## [WHAT TO DO]
Search the data for the string "than" and copy each line where it turns up.

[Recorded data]
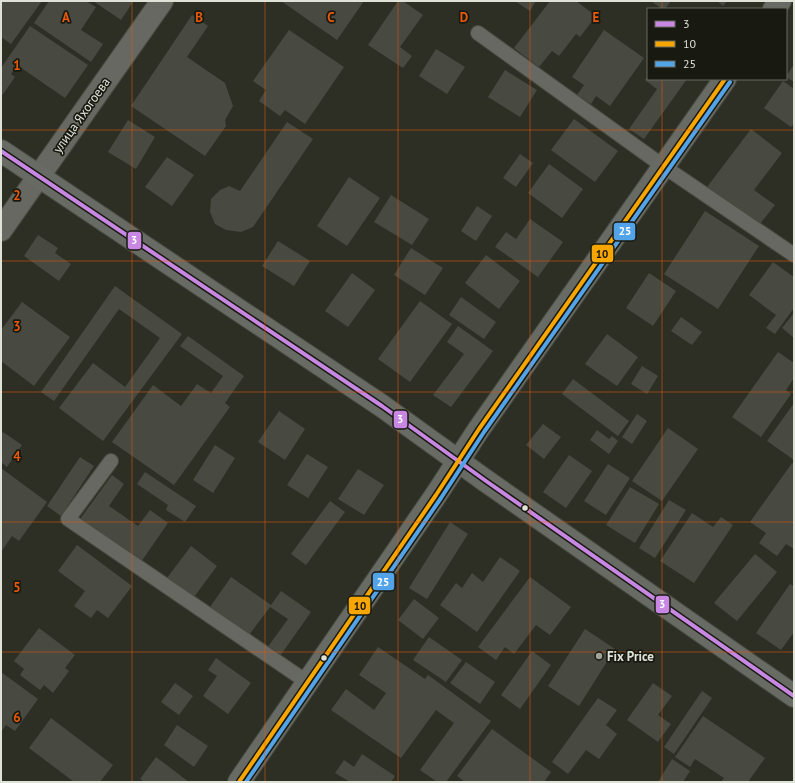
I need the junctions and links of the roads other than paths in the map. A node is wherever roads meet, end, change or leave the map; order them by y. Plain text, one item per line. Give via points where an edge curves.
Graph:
1 (162, 1) edge
2 (478, 33) dead end
3 (724, 80) edge
4 (1, 151) edge
5 (663, 166) junction
6 (38, 176) junction
7 (1, 230) edge
8 (794, 255) edge
9 (459, 460) junction
10 (111, 461) dead end
11 (307, 682) junction
12 (794, 696) edge
13 (239, 782) edge

1 - 6 street, улица Яхогоева
2 - 5 lane
3 - 5 street
4 - 6 street
5 - 8 lane
5 - 9 street
6 - 7 street, улица Яхогоева
6 - 9 street
9 - 11 street
9 - 12 street
10 - 11 lane via 68,519
11 - 13 street

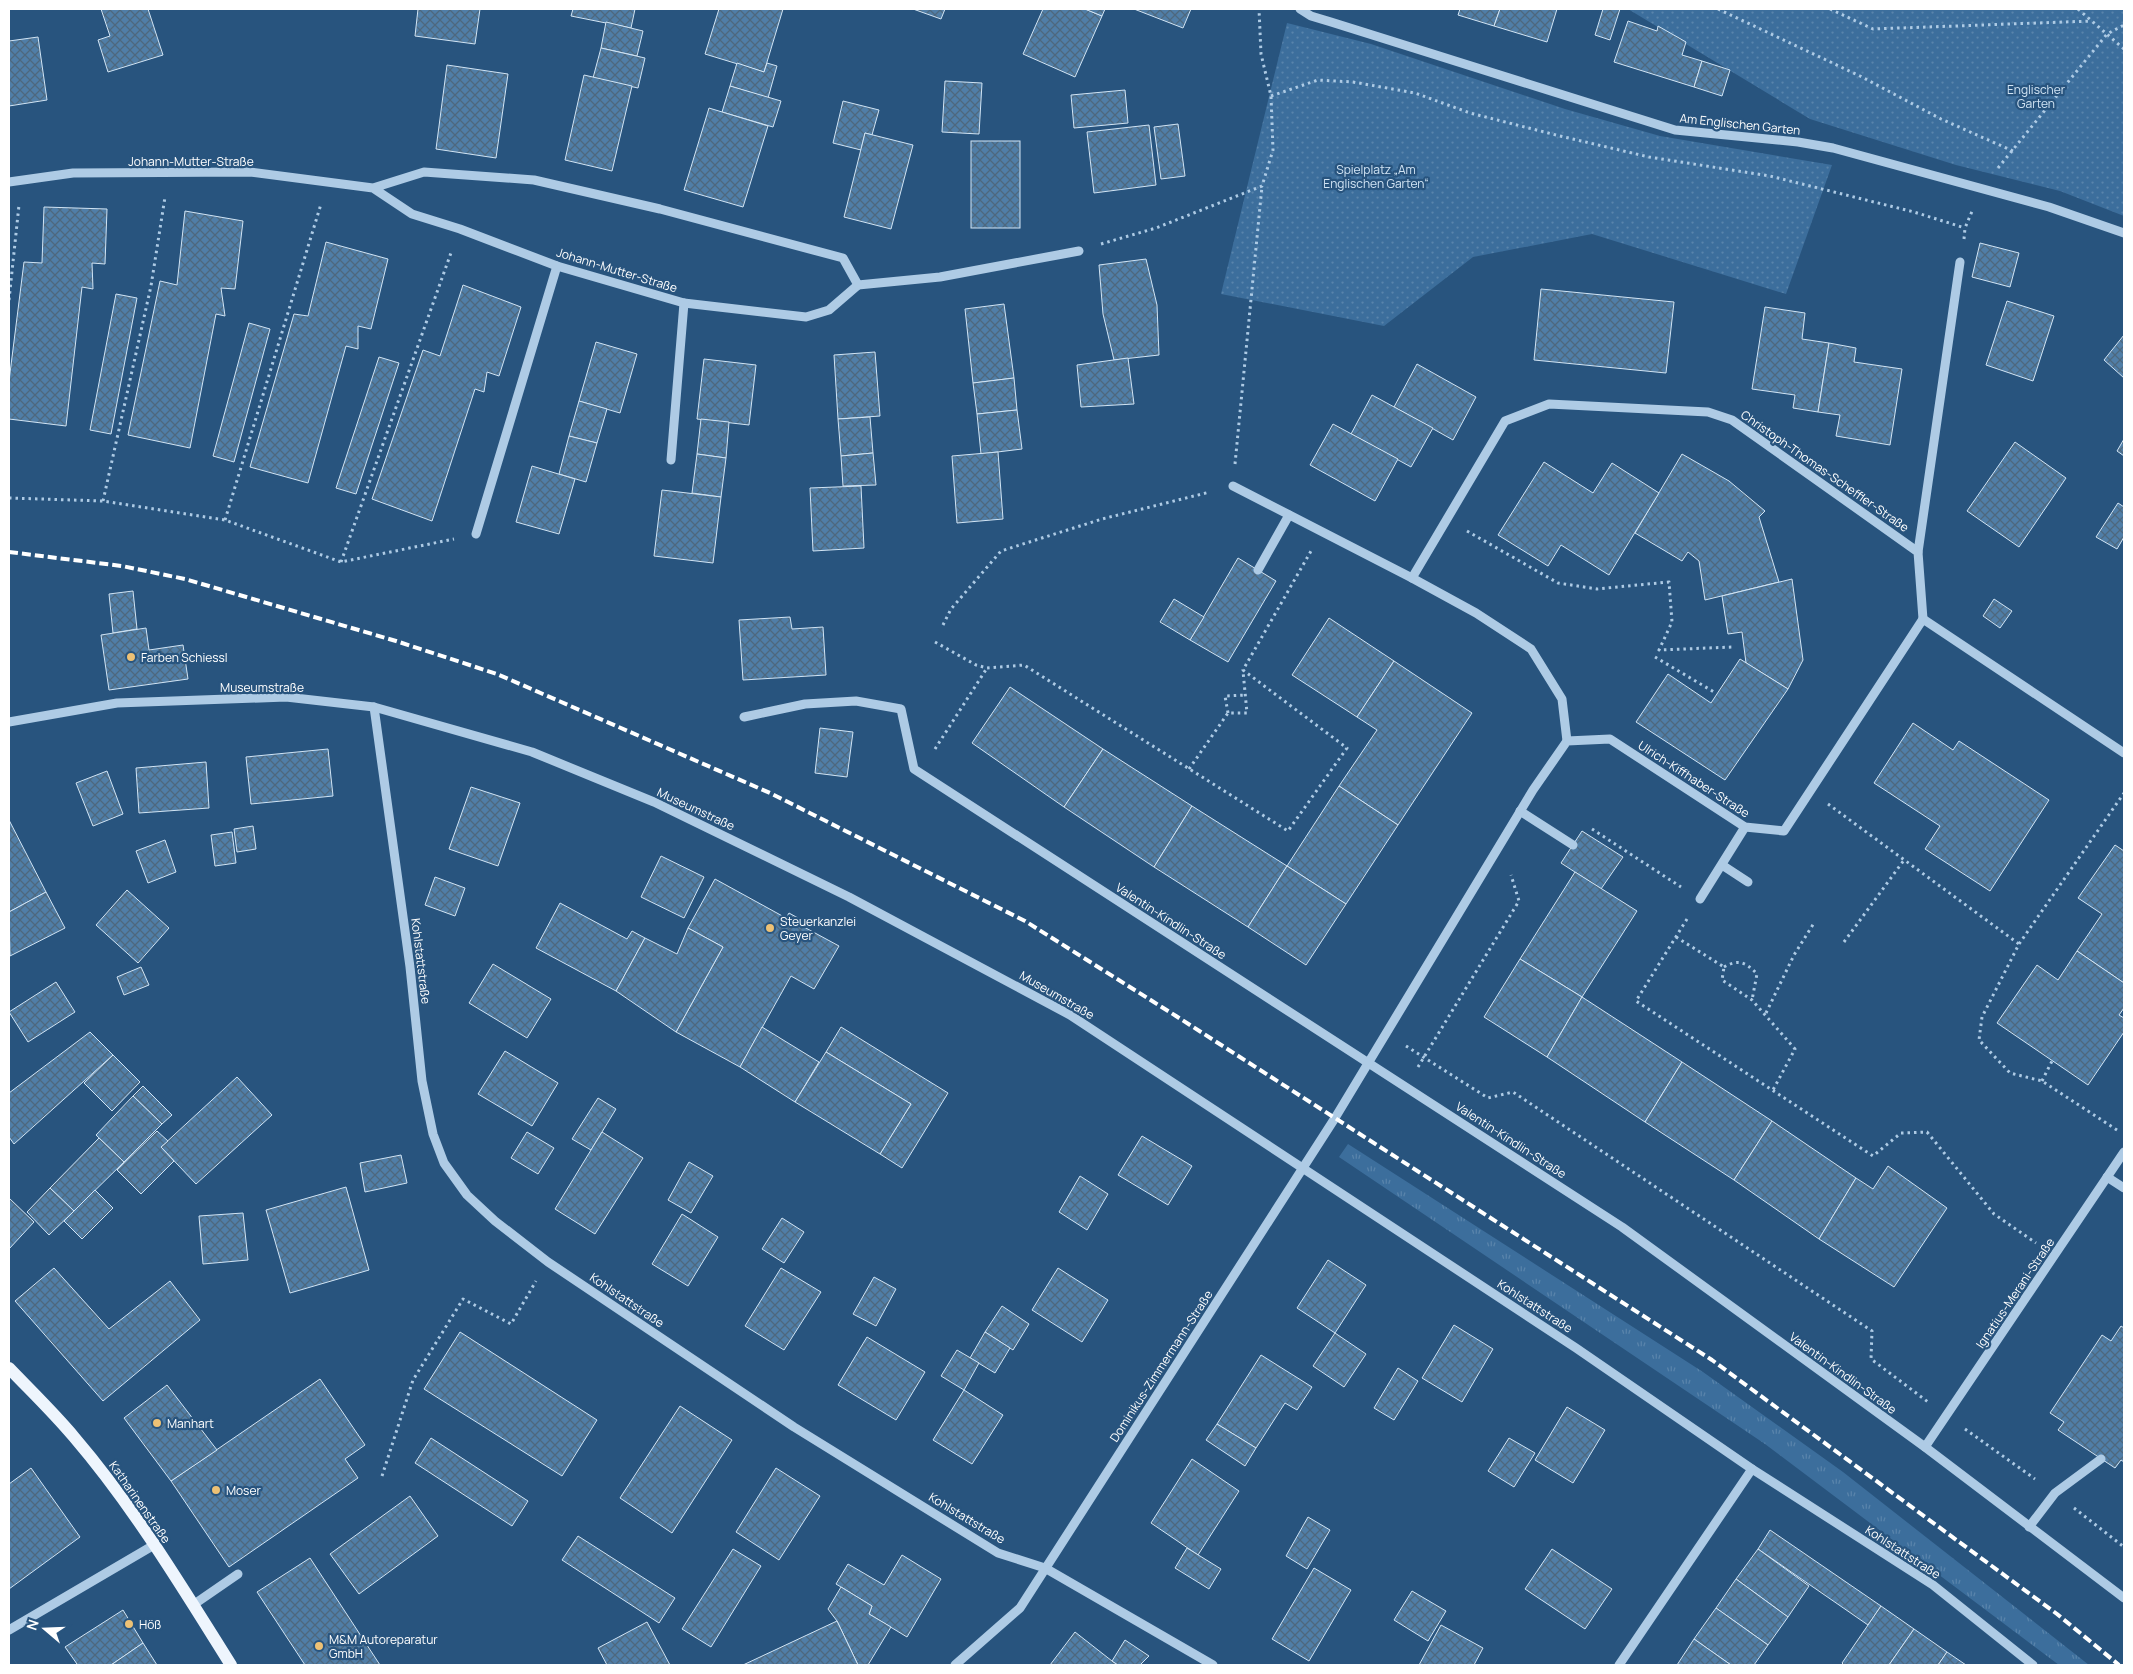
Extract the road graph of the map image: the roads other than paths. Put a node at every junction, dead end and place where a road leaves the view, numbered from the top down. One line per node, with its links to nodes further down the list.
1 (1300, 9): 4 (street, Am Englischen Garten)
2 (9, 182): 3 (street, Johann-Mutter-Straße)
3 (373, 188): 7 (street, Johann-Mutter-Straße); 8 (street, Johann-Mutter-Straße)
4 (2124, 233)
5 (1079, 251): 8 (street)
6 (1960, 262): 14 (street)
7 (557, 266): 9 (street, Johann-Mutter-Straße); 13 (street)
8 (858, 285): 9 (street, Johann-Mutter-Straße)
9 (684, 303): 10 (street)
10 (671, 460)
11 (1233, 486): 12 (street)
12 (1289, 514): 15 (street); 16 (street)
13 (476, 534)
14 (1918, 552): 16 (street, Christoph-Thomas-Scheffler-Straße); 17 (street)
15 (1258, 570)
16 (1412, 578): 21 (street)
17 (1923, 619): 22 (street); 24 (street, Ulrich-Kiffhaber-Straße)
18 (374, 707): 20 (street, Museumstraße); 31 (street, Museumstraße); 40 (street, Kohlstattstraße)
19 (744, 717): 29 (street, Valentin-Kindlin-Straße)
20 (9, 722)
21 (1567, 741): 23 (street); 24 (street, Ulrich-Kiffhaber-Straße)
22 (2124, 753)
23 (1520, 811): 25 (street); 29 (street)
24 (1745, 827): 26 (street)
25 (1573, 845)
26 (1722, 865): 27 (street); 28 (street)
27 (1748, 882)
28 (1700, 899)
29 (1368, 1063): 31 (street, Dominikus-Zimmermann-Straße); 35 (street, Valentin-Kindlin-Straße)
30 (2124, 1152): 32 (street, Ignatius-Merani-Straße)
31 (1302, 1168): 37 (street, Kohlstattstraße); 40 (street, Dominikus-Zimmermann-Straße)
32 (2107, 1177): 33 (street); 35 (street, Ignatius-Merani-Straße)
33 (2124, 1188)
34 (9, 1368): 39 (main road, Katharinenstraße)
35 (1925, 1447): 38 (street, Valentin-Kindlin-Straße)
36 (2101, 1459): 38 (street)
37 (1752, 1469): 48 (street); 49 (street, Kohlstattstraße)
38 (2029, 1527): 42 (street, Valentin-Kindlin-Straße)
39 (154, 1545): 43 (main road, Katharinenstraße); 44 (street)
40 (1045, 1568): 46 (street, Dominikus-Zimmermann-Straße); 47 (street, Kohlstattstraße)
41 (238, 1574): 43 (street)
42 (2124, 1598)
43 (193, 1604): 45 (main road, Katharinenstraße)
44 (9, 1630)
45 (231, 1665)
46 (955, 1665)
47 (1213, 1665)
48 (1619, 1665)
49 (2033, 1665)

## [OUTPUT OF THE EXERCISE]
I need the junctions and links of the roads other than paths in the map. A node is wherever roads meet, end, change or leave the map; order them by y. Plain text, one item per line. Give via points where an edge curves.
Extract the road graph of the map image: the roads other than paths. Put a node at every junction, dead end and place where a road leaves the view, numbered from the top down. One line per node, with its links to nodes further down the list.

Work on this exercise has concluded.